DATA →
──────
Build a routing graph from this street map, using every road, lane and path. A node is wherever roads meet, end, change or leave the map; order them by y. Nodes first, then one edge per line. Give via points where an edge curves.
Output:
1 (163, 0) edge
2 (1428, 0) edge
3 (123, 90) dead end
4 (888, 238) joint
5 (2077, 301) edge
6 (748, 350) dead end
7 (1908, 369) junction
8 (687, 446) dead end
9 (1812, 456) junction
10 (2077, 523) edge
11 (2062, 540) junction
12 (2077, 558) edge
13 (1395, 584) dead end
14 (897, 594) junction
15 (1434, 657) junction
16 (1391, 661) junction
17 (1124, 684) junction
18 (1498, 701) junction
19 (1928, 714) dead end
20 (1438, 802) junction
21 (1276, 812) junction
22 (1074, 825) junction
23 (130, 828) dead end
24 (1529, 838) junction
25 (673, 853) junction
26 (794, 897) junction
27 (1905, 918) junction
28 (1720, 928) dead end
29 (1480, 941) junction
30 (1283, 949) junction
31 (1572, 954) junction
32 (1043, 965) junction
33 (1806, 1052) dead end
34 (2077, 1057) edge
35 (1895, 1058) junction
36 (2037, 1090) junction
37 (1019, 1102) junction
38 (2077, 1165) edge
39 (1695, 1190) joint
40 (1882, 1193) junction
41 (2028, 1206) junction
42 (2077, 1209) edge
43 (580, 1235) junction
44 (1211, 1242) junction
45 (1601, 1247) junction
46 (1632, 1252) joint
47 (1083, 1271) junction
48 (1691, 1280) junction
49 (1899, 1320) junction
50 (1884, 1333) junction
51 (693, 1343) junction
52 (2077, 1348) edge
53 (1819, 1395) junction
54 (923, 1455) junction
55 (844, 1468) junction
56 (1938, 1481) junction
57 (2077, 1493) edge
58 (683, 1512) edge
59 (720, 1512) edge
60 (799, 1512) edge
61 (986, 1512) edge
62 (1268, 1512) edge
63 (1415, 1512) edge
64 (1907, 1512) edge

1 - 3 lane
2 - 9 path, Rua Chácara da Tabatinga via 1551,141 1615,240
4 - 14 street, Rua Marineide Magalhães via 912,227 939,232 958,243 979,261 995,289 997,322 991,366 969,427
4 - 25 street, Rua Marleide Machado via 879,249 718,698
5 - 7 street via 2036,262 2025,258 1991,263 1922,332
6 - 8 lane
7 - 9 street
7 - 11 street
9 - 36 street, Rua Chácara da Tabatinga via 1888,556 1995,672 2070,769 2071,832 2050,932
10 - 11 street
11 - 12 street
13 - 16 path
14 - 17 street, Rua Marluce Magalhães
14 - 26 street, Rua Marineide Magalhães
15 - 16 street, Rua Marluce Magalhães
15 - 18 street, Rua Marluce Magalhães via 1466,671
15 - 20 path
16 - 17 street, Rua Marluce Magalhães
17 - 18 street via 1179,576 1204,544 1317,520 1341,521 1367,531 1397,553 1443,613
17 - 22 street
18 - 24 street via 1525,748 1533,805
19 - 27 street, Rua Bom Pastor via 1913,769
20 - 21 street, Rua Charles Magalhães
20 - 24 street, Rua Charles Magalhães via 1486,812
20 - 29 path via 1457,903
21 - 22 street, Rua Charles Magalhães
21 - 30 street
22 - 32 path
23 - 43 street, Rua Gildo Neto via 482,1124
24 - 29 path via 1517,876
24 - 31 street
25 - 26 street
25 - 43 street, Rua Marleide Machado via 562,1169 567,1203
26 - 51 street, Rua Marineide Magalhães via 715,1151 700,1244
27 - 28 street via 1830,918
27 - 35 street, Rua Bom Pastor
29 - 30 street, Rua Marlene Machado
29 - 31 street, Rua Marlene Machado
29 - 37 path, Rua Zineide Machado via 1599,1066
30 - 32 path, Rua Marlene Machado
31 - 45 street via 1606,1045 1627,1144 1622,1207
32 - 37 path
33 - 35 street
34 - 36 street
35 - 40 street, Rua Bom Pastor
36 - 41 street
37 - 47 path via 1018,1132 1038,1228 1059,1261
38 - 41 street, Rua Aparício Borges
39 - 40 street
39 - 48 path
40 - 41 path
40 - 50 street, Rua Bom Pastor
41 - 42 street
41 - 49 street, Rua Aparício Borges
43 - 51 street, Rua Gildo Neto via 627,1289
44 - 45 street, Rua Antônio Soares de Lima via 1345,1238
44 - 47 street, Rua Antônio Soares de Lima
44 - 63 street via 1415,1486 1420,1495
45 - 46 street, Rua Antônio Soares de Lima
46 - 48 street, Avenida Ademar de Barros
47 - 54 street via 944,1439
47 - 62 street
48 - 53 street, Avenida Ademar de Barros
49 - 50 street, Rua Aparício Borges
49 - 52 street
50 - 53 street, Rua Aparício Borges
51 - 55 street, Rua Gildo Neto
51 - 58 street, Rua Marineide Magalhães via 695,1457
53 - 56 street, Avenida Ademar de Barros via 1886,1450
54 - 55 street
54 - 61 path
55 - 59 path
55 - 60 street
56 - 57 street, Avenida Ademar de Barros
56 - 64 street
──────
WHAT THE EXERCISE ASKS → Pull every line containing "Aparício" from the material above.

OUTPUT FOR THIS TASK →
38 - 41 street, Rua Aparício Borges
41 - 49 street, Rua Aparício Borges
49 - 50 street, Rua Aparício Borges
50 - 53 street, Rua Aparício Borges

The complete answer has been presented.